15. No later than sixty (60) days from the date that Marcum signs the Final
Implementation Certification, Marcum’s CEO and Marcum’s Chief Quality
Officer shall both certify, in writing, compliance with the undertakings set
forth above. The certification shall identify the undertakings, provide
written evidence of compliance in the form of a narrative, and be
supported by exhibits sufficient to demonstrate compliance. The PCAOB
Staff and Commission Staff may make reasonable requests for further
evidence of compliance, and Marcum agrees to provide such evidence.
This certification and supporting material shall be submitted to the
Director of the PCAOB’s Division of Enforcement and Investigations, 1666
K Street, N.W., Washington, DC, 20006, with a copy to Laura B. Josephs,
Assistant Director, Division of Enforcement, Securities and Exchange
Commission, 100 F Street, N.E., Washington, DC, 20549, no later than
sixty (60) days from the date of the completion of the undertakings.

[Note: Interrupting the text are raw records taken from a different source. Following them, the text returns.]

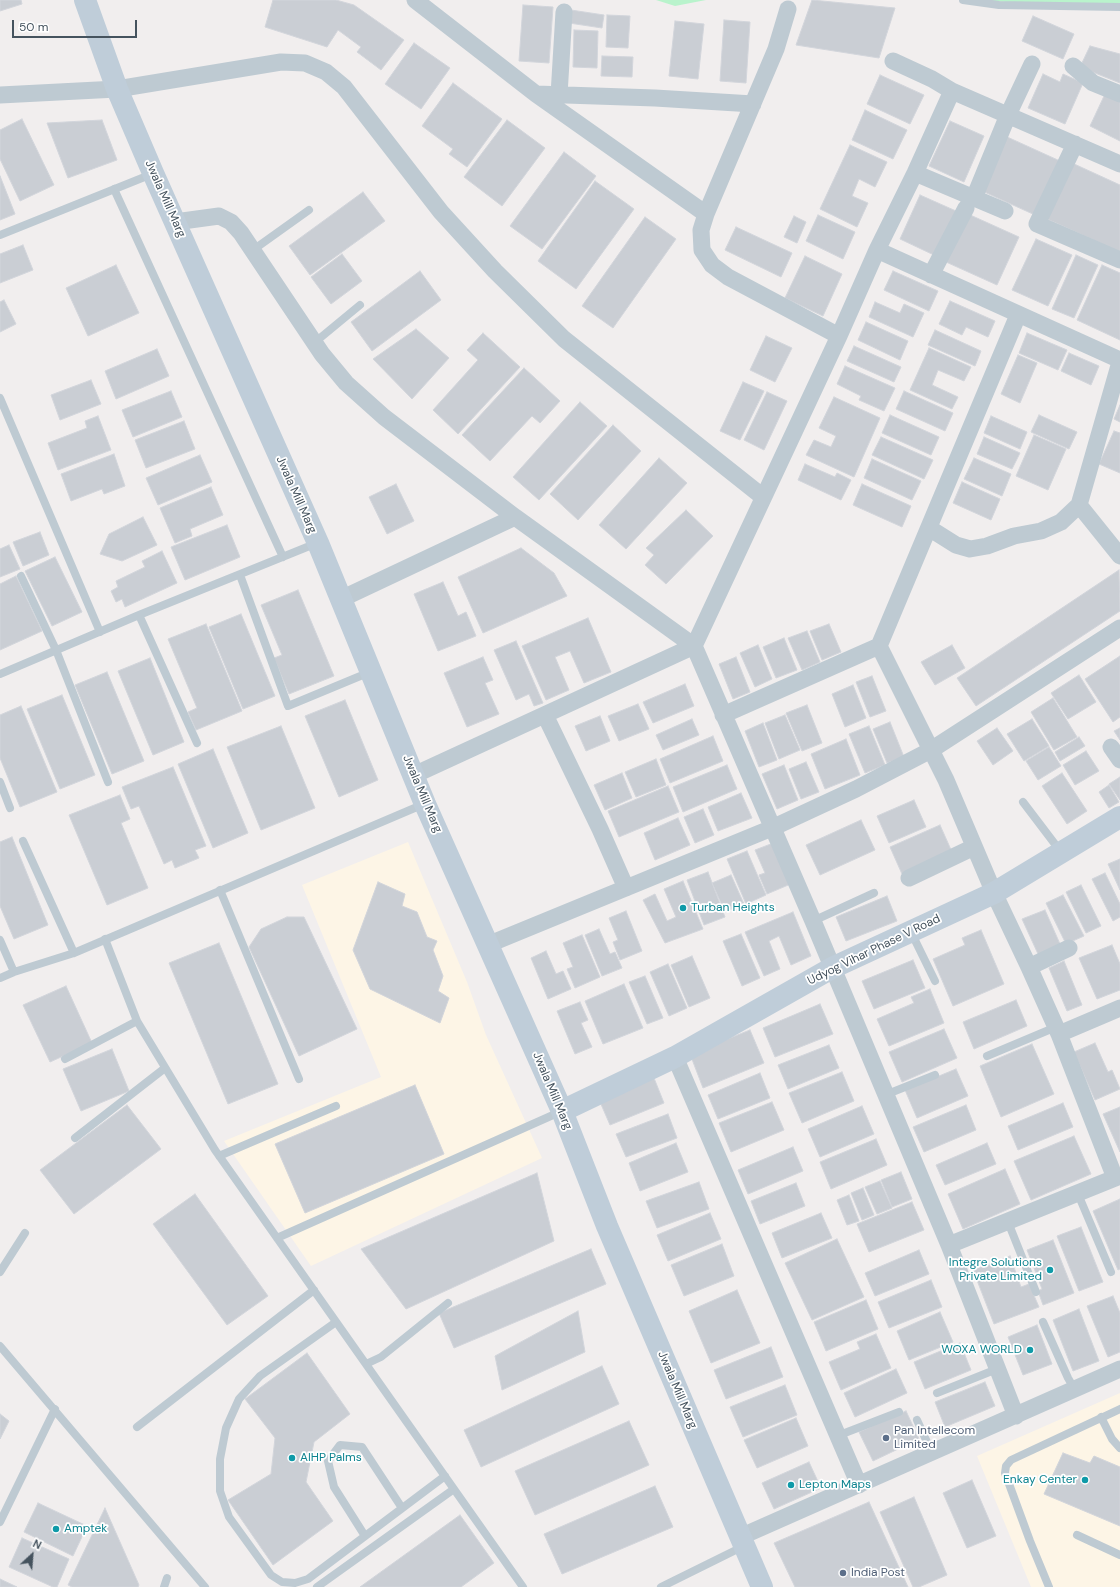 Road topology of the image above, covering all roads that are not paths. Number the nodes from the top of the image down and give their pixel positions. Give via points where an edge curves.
1 (85, 0) edge
2 (415, 0) edge
3 (963, 0) edge
4 (1120, 7) edge
5 (788, 10) dead end
6 (564, 12) dead end
7 (893, 61) dead end
8 (1032, 64) dead end
9 (1073, 66) dead end
10 (117, 89) junction
11 (952, 91) junction
12 (536, 94) junction
13 (1120, 94) edge
14 (0, 95) edge
15 (559, 95) junction
16 (753, 104) junction
17 (1008, 115) junction
18 (1075, 144) junction
19 (1120, 164) edge
20 (153, 173) junction
21 (915, 173) junction
22 (114, 189) junction
23 (970, 203) junction
24 (309, 210) dead end
25 (1005, 211) dead end
26 (706, 214) junction
27 (175, 222) junction
28 (0, 235) edge
29 (253, 250) junction
30 (877, 250) junction
31 (1120, 260) edge
32 (931, 275) junction
33 (360, 305) dead end
34 (1018, 314) junction
35 (839, 336) junction
36 (314, 343) junction
37 (1120, 361) edge
38 (0, 398) edge
39 (763, 497) junction
40 (1079, 505) junction
41 (516, 517) junction
42 (929, 528) junction
43 (318, 543) junction
44 (1120, 556) edge
45 (283, 557) junction
46 (240, 575) junction
47 (21, 576) dead end
48 (341, 599) junction
49 (139, 615) junction
50 (1120, 628) edge
51 (100, 632) junction
52 (694, 646) junction
53 (880, 646) junction
54 (56, 650) junction
55 (371, 671) junction
56 (0, 674) edge
57 (545, 714) junction
58 (723, 715) junction
59 (197, 743) dead end
60 (931, 750) junction
61 (414, 775) junction
62 (0, 782) edge
63 (108, 782) dead end
64 (1023, 802) dead end
65 (425, 804) junction
66 (10, 808) dead end
67 (1120, 816) edge
68 (772, 828) junction
69 (23, 841) dead end
70 (974, 847) junction
71 (1061, 852) junction
72 (908, 878) dead end
73 (626, 888) junction
74 (220, 890) junction
75 (874, 892) dead end
76 (994, 894) junction
77 (813, 920) junction
78 (911, 932) junction
79 (105, 939) junction
80 (0, 940) edge
81 (487, 945) junction
82 (1069, 948) dead end
83 (74, 953) junction
84 (1029, 967) junction
85 (832, 968) junction
86 (14, 972) junction
87 (0, 978) edge
88 (935, 981) dead end
89 (1120, 1008) edge
90 (137, 1021) junction
91 (1058, 1031) junction
92 (987, 1056) dead end
93 (675, 1057) junction
94 (65, 1059) dead end
95 (165, 1068) junction
96 (935, 1075) dead end
97 (299, 1079) dead end
98 (885, 1095) junction
99 (336, 1106) dead end
100 (562, 1111) junction
101 (75, 1138) dead end
102 (219, 1156) junction
103 (1118, 1177) edge
104 (1078, 1194) junction
105 (1008, 1222) junction
106 (25, 1233) dead end
107 (277, 1238) junction
108 (948, 1245) junction
109 (0, 1272) edge
110 (1111, 1272) dead end
111 (314, 1290) junction
112 (1036, 1292) dead end
113 (448, 1303) dead end
114 (336, 1322) junction
115 (1043, 1322) dead end
116 (0, 1346) edge
117 (366, 1364) junction
118 (997, 1370) junction
119 (1120, 1370) edge
120 (1075, 1390) junction
121 (937, 1393) dead end
122 (55, 1409) junction
123 (1120, 1409) edge
124 (900, 1412) dead end
125 (1016, 1416) junction
126 (1101, 1417) junction
127 (917, 1420) dead end
128 (137, 1427) dead end
129 (837, 1436) junction
130 (1120, 1448) edge
131 (931, 1451) junction
132 (445, 1476) junction
133 (858, 1485) junction
134 (454, 1489) junction
135 (402, 1508) junction
136 (0, 1522) edge
137 (1077, 1535) dead end
138 (365, 1536) junction
139 (742, 1541) junction
140 (1120, 1555) edge
141 (167, 1578) dead end
142 (164, 1587) edge
143 (205, 1587) edge
144 (317, 1587) edge
145 (523, 1587) edge
146 (661, 1587) edge
147 (762, 1587) edge
148 (1049, 1587) edge

1 - 10 street, Jwala Mill Marg
2 - 12 street
3 - 4 lane via 999,5
5 - 16 street via 776,49
6 - 15 street
7 - 11 street
8 - 17 street
9 - 13 street via 1093,83
10 - 14 street
10 - 20 street, Jwala Mill Marg
10 - 39 street via 281,62 304,63 326,72 344,87 441,212 495,271 564,339
11 - 17 street
11 - 21 street
12 - 15 street
12 - 26 street
15 - 16 street
16 - 26 street
17 - 18 street
17 - 23 street
18 - 19 street
18 - 31 street via 1037,224
20 - 22 lane
20 - 27 street, Jwala Mill Marg
21 - 23 street
21 - 30 street
22 - 28 lane
22 - 45 lane
23 - 25 street
23 - 32 street
24 - 29 lane
26 - 35 street via 701,230 702,250 712,265 728,277
27 - 29 street via 219,216 231,222
27 - 43 street, Jwala Mill Marg
29 - 36 street
30 - 32 street
30 - 35 street
32 - 34 street
33 - 36 lane
34 - 37 street
34 - 42 street
35 - 39 street
36 - 41 street via 346,383 384,417
37 - 40 street
38 - 51 lane
39 - 52 street
40 - 42 street via 1061,522 1041,531 970,549 956,545
40 - 44 street
41 - 48 street
41 - 52 street
42 - 53 street
43 - 45 lane
43 - 48 street, Jwala Mill Marg
45 - 46 lane
46 - 49 lane
46 - 55 lane via 288,706
47 - 54 lane
48 - 55 street, Jwala Mill Marg
49 - 51 lane
49 - 59 lane
50 - 60 street
51 - 54 lane
52 - 57 street
52 - 58 street
53 - 58 street
53 - 60 street
54 - 56 lane
54 - 63 lane
55 - 61 street, Jwala Mill Marg
57 - 61 street
57 - 73 street
58 - 68 street
60 - 68 street
60 - 70 street
61 - 65 street, Jwala Mill Marg
62 - 66 lane
64 - 71 lane
65 - 74 lane
65 - 81 street, Jwala Mill Marg
67 - 71 street, Udyog Vihar Phase V Road
68 - 73 street
68 - 77 street
69 - 83 lane
70 - 72 street
70 - 76 street
71 - 76 street, Udyog Vihar Phase V Road
73 - 81 street
74 - 79 lane
74 - 97 lane
75 - 77 lane
76 - 78 street, Udyog Vihar Phase V Road
76 - 84 street
77 - 85 street
78 - 85 street, Udyog Vihar Phase V Road
78 - 88 lane
79 - 83 lane
79 - 90 lane
80 - 86 lane
81 - 100 street, Jwala Mill Marg
82 - 84 street
83 - 86 lane
84 - 91 street
85 - 93 street, Udyog Vihar Phase V Road
85 - 98 street
86 - 87 lane
89 - 91 street
90 - 94 lane
90 - 95 lane
91 - 92 lane
91 - 103 street
93 - 100 street, Udyog Vihar Phase V Road
93 - 129 street
95 - 101 lane
95 - 102 lane
96 - 98 lane
98 - 108 street
99 - 102 lane
100 - 107 lane
100 - 139 street, Jwala Mill Marg via 607,1226
102 - 107 lane
103 - 104 street
104 - 105 street
104 - 110 lane
105 - 108 street
105 - 112 lane
106 - 109 lane
107 - 111 lane
108 - 118 street
111 - 114 lane
111 - 128 lane
113 - 117 lane via 381,1357
114 - 117 lane
114 - 138 lane via 260,1376 239,1399 224,1436 220,1459 220,1491 229,1517 271,1575 282,1582 295,1583 308,1578
115 - 120 lane
116 - 122 lane
117 - 132 lane
118 - 121 lane
118 - 125 street
119 - 120 street
120 - 125 street
122 - 136 lane
122 - 143 lane
123 - 126 lane
124 - 129 lane
125 - 131 street
126 - 130 lane
126 - 148 lane via 1011,1460 1006,1466 1005,1473
127 - 131 lane
129 - 133 street
131 - 133 street
132 - 134 lane
132 - 135 lane
133 - 139 street
134 - 144 lane
134 - 145 lane
135 - 138 lane
135 - 138 lane via 362,1447 340,1445 328,1461 334,1487
137 - 140 lane
139 - 146 lane
139 - 147 street, Jwala Mill Marg
141 - 142 lane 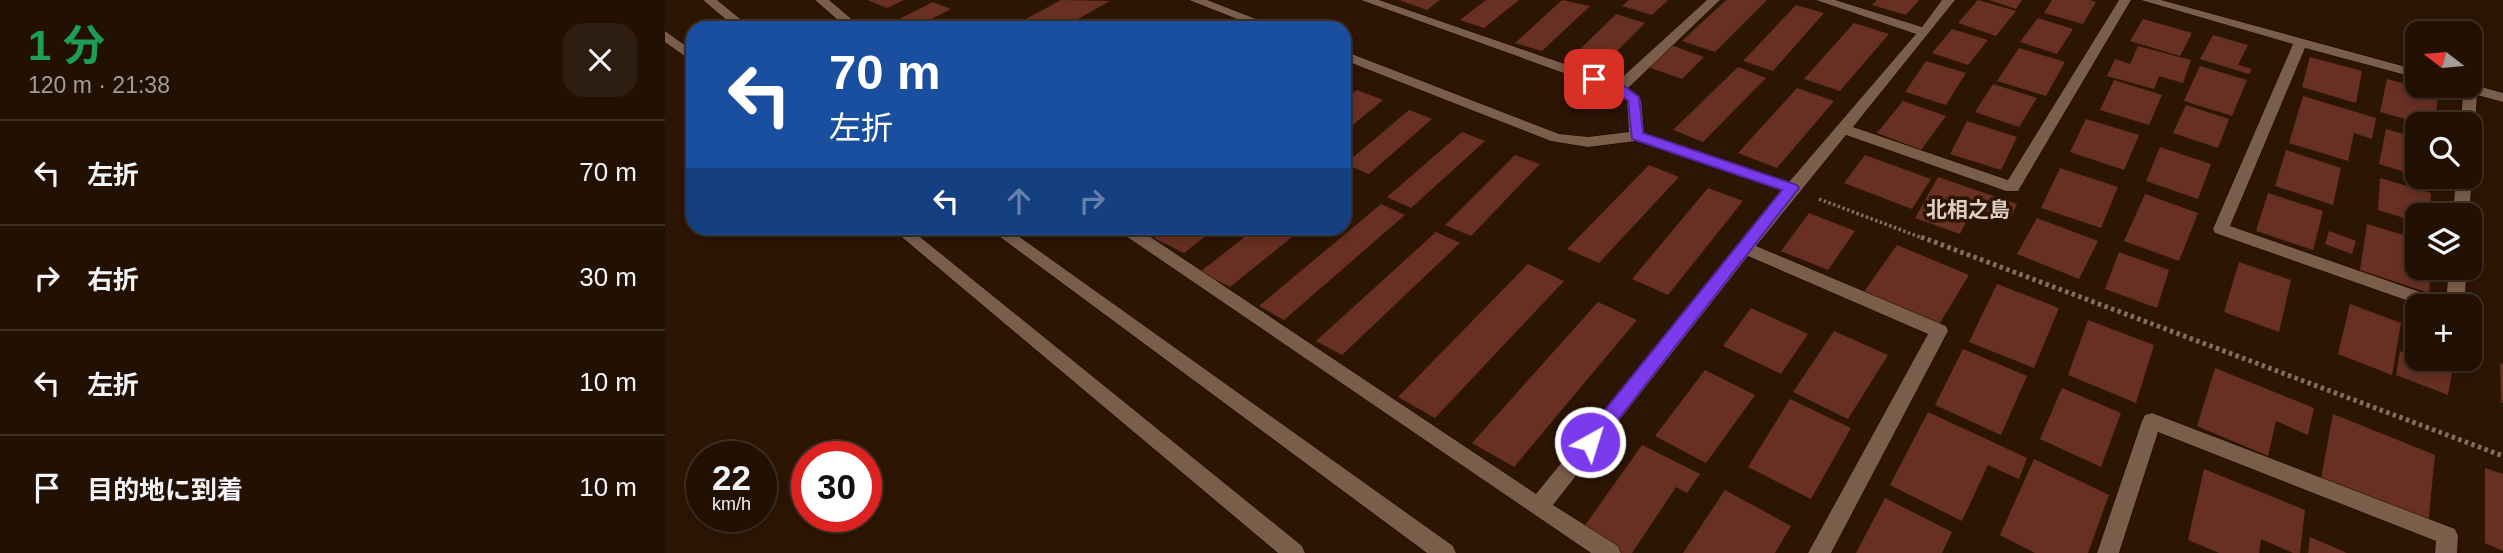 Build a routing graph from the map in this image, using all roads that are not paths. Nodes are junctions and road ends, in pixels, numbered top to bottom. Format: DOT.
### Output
graph roads {
  1 [pos="709,0"];
  2 [pos="821,0"];
  3 [pos="1195,0"];
  4 [pos="1367,0"];
  5 [pos="1714,0"];
  6 [pos="1822,0"];
  7 [pos="1949,0"];
  8 [pos="2125,0"];
  9 [pos="2147,0"];
  10 [pos="735,21"];
  11 [pos="846,21"];
  12 [pos="1253,21"];
  13 [pos="1925,32"];
  14 [pos="665,35"];
  15 [pos="2301,42"];
  16 [pos="686,52"];
  17 [pos="1351,58"];
  18 [pos="2405,71"];
  19 [pos="1619,88"];
  20 [pos="2482,92"];
  21 [pos="2503,98"];
  22 [pos="1841,128"];
  23 [pos="1637,136"];
  24 [pos="1792,188"];
  25 [pos="908,235"];
  26 [pos="1006,235"];
  27 [pos="1136,235"];
  28 [pos="1744,248"];
  29 [pos="2408,294"];
  30 [pos="1538,507"];
  31 [pos="1294,553"];
  32 [pos="1445,553"];
  33 [pos="1610,553"];
  34 [pos="1819,553"];
  35 [pos="2108,553"];
  36 [pos="2446,553"];
  1 -- 10 [label="street"];
  2 -- 11 [label="street"];
  3 -- 12 [label="street"];
  4 -- 19 [label="street"];
  5 -- 19 [label="street"];
  6 -- 13 [label="street"];
  7 -- 13 [label="street"];
  8 -- 22 [label="street"];
  9 -- 15 [label="street"];
  13 -- 22 [label="street"];
  14 -- 16 [label="street"];
  15 -- 18 [label="street"];
  15 -- 29 [label="street"];
  17 -- 23 [label="street"];
  19 -- 23 [label="street"];
  20 -- 21 [label="street"];
  22 -- 24 [label="street"];
  23 -- 24 [label="street"];
  24 -- 28 [label="street"];
  25 -- 31 [label="street"];
  26 -- 32 [label="street"];
  27 -- 30 [label="street"];
  28 -- 30 [label="street"];
  28 -- 34 [label="street"];
  30 -- 33 [label="street"];
  35 -- 36 [label="street"];
} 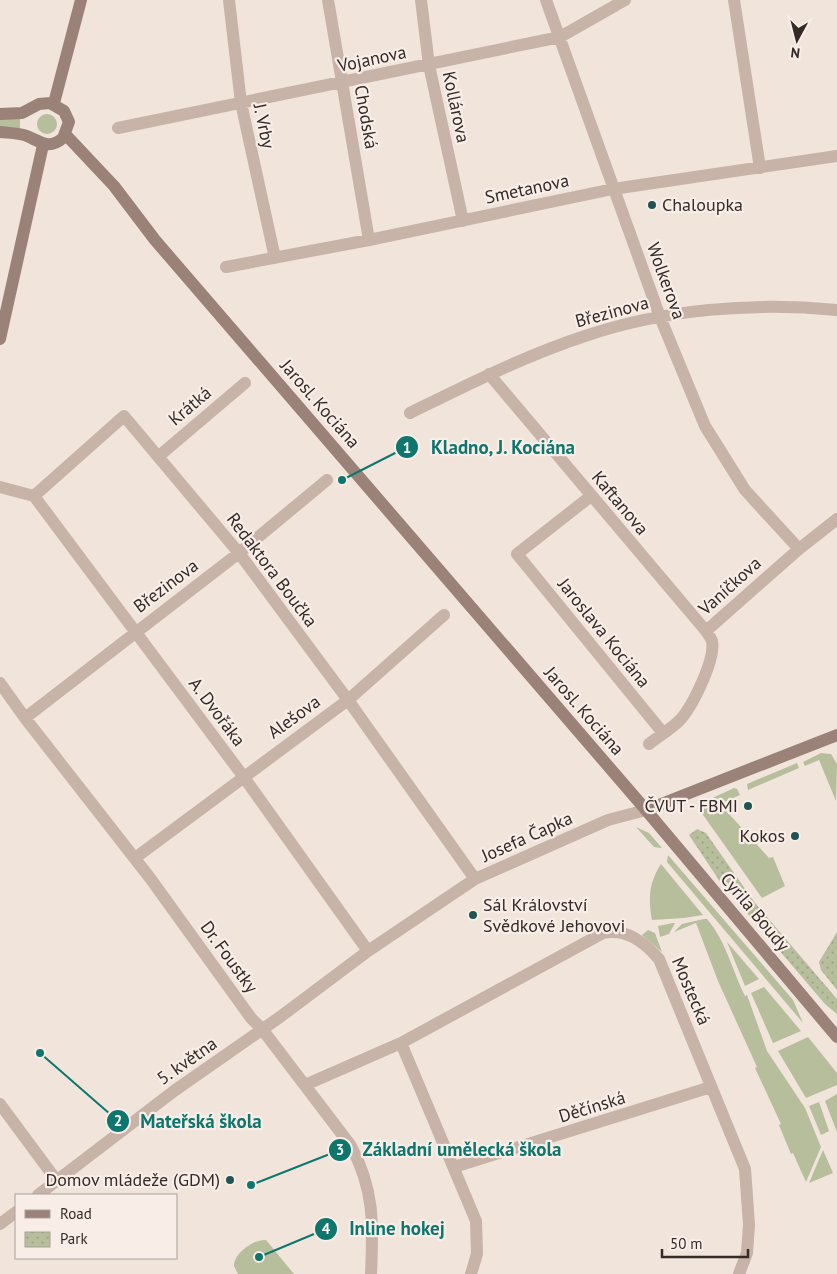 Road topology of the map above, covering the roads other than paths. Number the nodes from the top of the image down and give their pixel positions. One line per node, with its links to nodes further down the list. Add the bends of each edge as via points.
1 (81, 0): 11 (street)
2 (229, 0): 12 (street, J. Vrby)
3 (328, 0): 10 (street, Chodská)
4 (421, 0): 9 (street, Kollárova)
5 (546, 0): 8 (street, Wolkerova)
6 (624, 0): 8 (street, Vojanova)
7 (734, 0): 19 (street)
8 (560, 37): 9 (street, Vojanova); 20 (street, Wolkerova)
9 (429, 65): 10 (street, Vojanova); 21 (street, Kollárova)
10 (342, 83): 12 (street, Vojanova); 22 (street, Chodská)
11 (54, 103): 13 (street, via 43,103 22,113); 16 (street, via 66,114 69,122)
12 (241, 103): 14 (street, Vojanova); 23 (street, J. Vrby)
13 (0, 114)
14 (118, 128)
15 (0, 132): 17 (street, via 26,136)
16 (66, 135): 17 (street, via 56,143); 49 (street, Jarosl. Kociána, via 114,186 155,240)
17 (43, 144): 27 (street)
18 (837, 156): 19 (street, Smetanova)
19 (760, 168): 20 (street, Smetanova)
20 (613, 189): 21 (street, Smetanova); 26 (street, Wolkerova)
21 (463, 221): 22 (street, Smetanova)
22 (369, 240): 23 (street, Smetanova)
23 (275, 258): 24 (street, Smetanova)
24 (226, 267)
25 (837, 310): 26 (street, Březinova, via 792,306 718,309)
26 (660, 318): 28 (street, Březinova, via 585,336); 37 (street, Wolkerova, via 705,426 745,490)
27 (0, 339)
28 (489, 374): 30 (street, Březinova); 35 (street, Kaftanova)
29 (245, 382): 31 (street, Krátká)
30 (410, 413)
31 (158, 456): 34 (street, Redaktora Boučka, via 124,416); 38 (street, Redaktora Boučka)
32 (327, 480): 38 (street, Březinova)
33 (0, 487): 34 (street)
34 (34, 496): 40 (street, A. Dvořáka)
35 (591, 496): 41 (street, Kaftanova); 45 (street, Jaroslava Kociána, via 517,554)
36 (837, 519): 37 (street, Vaníčkova)
37 (799, 549): 41 (street, Vaníčkova)
38 (240, 553): 40 (street, Březinova); 43 (street, Redaktora Boučka)
39 (444, 615): 43 (street, Alešova)
40 (136, 631): 44 (street, Březinova); 48 (street, A. Dvořáka)
41 (706, 631): 45 (street, Vaníčkova, via 712,642 706,672 689,709)
42 (0, 683): 44 (street, Dr. Foustky)
43 (348, 700): 48 (street, Alešova); 51 (street, Redaktora Boučka)
44 (25, 718): 50 (street, Dr. Foustky)
45 (663, 733): 47 (street, Vaníčkova)
46 (837, 735): 49 (street, Josefa Čapka)
47 (649, 744)
48 (243, 776): 50 (street, Alešova); 52 (street, A. Dvořáka)
49 (646, 810): 51 (street, Josefa Čapka, via 608,820); 54 (street, Cyrila Boudy)
50 (135, 858): 53 (street, Dr. Foustky)
51 (475, 879): 52 (street, Josefa Čapka)
52 (368, 951): 53 (street, Josefa Čapka)
53 (262, 1029): 56 (street, Dr. Foustky); 60 (street, 5. května, via 174,1091)
54 (837, 1037)
55 (401, 1043): 56 (street, Mostecká); 57 (street, Mostecká, via 603,933 613,931 636,938 659,959); 59 (street)
56 (305, 1085): 64 (street, Dr. Foustky, via 350,1146 368,1184 373,1219)
57 (711, 1087): 59 (street, Děčínská); 66 (street, Mostecká, via 745,1169 749,1224 747,1253)
58 (0, 1104): 60 (street)
59 (454, 1167): 65 (street, via 476,1221 477,1254)
60 (57, 1181): 61 (street, 5. května)
61 (39, 1194)
62 (15, 1213): 63 (street)
63 (0, 1224)
64 (371, 1274)
65 (471, 1274)
66 (739, 1274)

16. For good cause shown, and solely at the discretion of the PCAOB Staff
and Commission Staff, the PCAOB Staff and Commission Staff may extend
any of the procedural dates relating to the undertakings. Deadlines for
procedural dates shall be counted in calendar days, except that if the last
day falls on a weekend or federal holiday, the next business day shall be
considered to be the last day.
17. If the PCAOB Staff believes that Marcum has not satisfied these
undertakings, the PCAOB Staff may petition the Board to reopen the
matter to determine whether additional sanctions are appropriate.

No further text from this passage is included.